TASK INSTRUCTIONS -
With the images excluded, set down every line of the listing below exactly.

━━━━━━

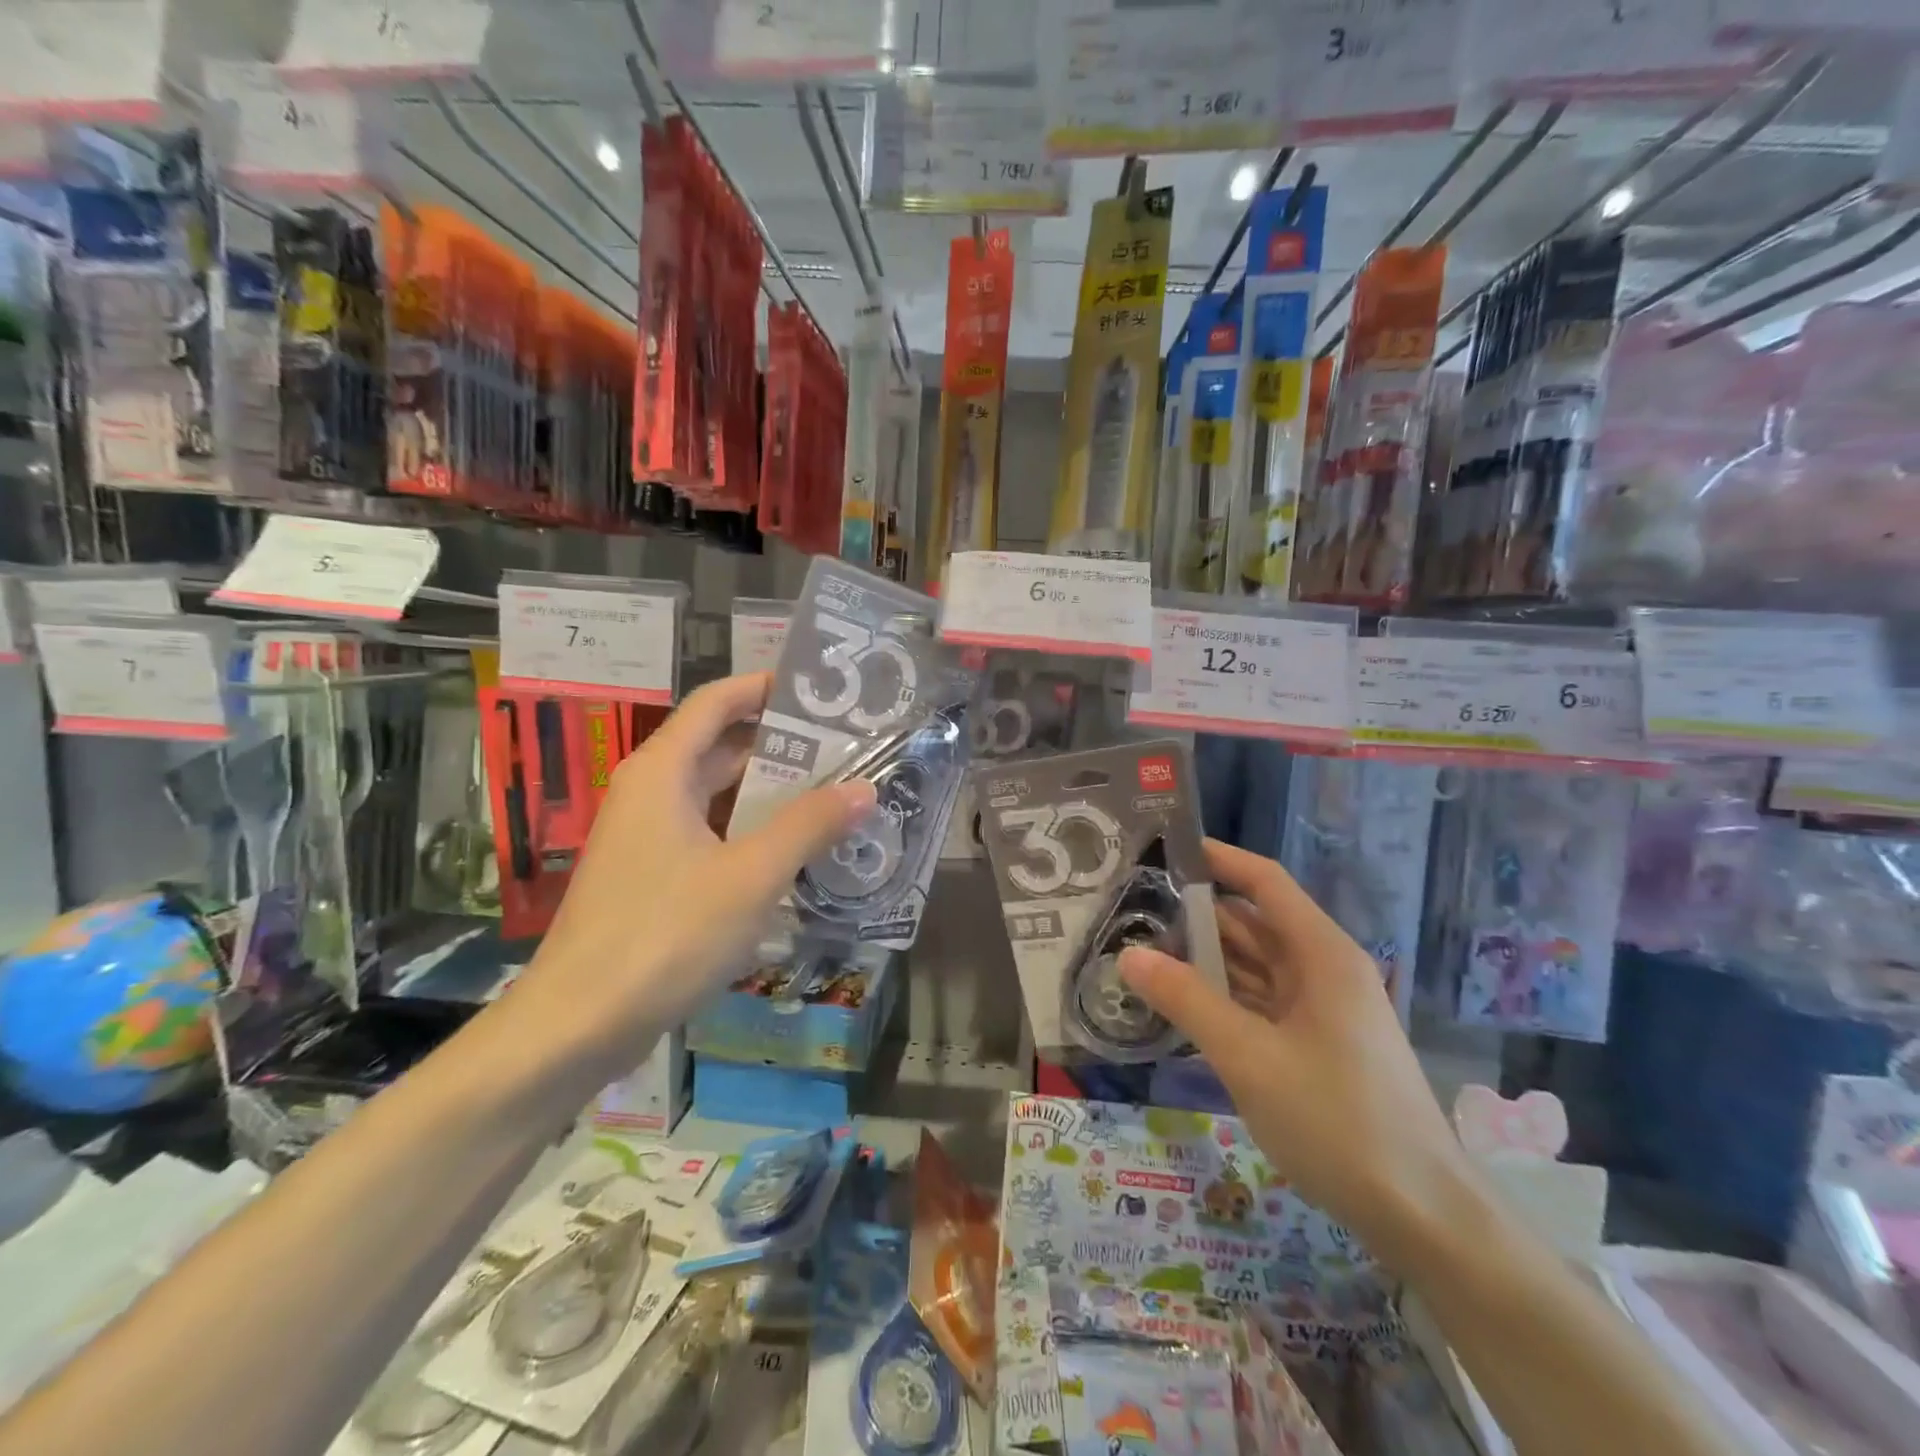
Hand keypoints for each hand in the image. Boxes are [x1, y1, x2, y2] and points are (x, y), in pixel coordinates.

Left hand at [514, 673, 876, 1076]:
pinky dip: (750, 832)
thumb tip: (864, 788)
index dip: (764, 687)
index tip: (817, 690)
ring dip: (769, 792)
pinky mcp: (651, 876)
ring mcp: (647, 837)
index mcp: (663, 772)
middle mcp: (650, 793)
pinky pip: (709, 834)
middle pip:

━━━━━━

ANSWER SECTION -
Hand keypoints for each hand in the image. Boxes are [x1, y1, x2, y2] and points are (x, y), in pixel coordinates.

Left hand at [514, 673, 876, 1076]:
pinky dip: (750, 832)
thumb tip: (864, 788)
index dip: (764, 687)
index tip: (817, 690)
ring dip: (769, 792)
pinky mcp: (651, 876)
ring mcp: (647, 837)
index mcp: (663, 772)
middle mcp: (650, 793)
pinky pip: (709, 834)
middle pip:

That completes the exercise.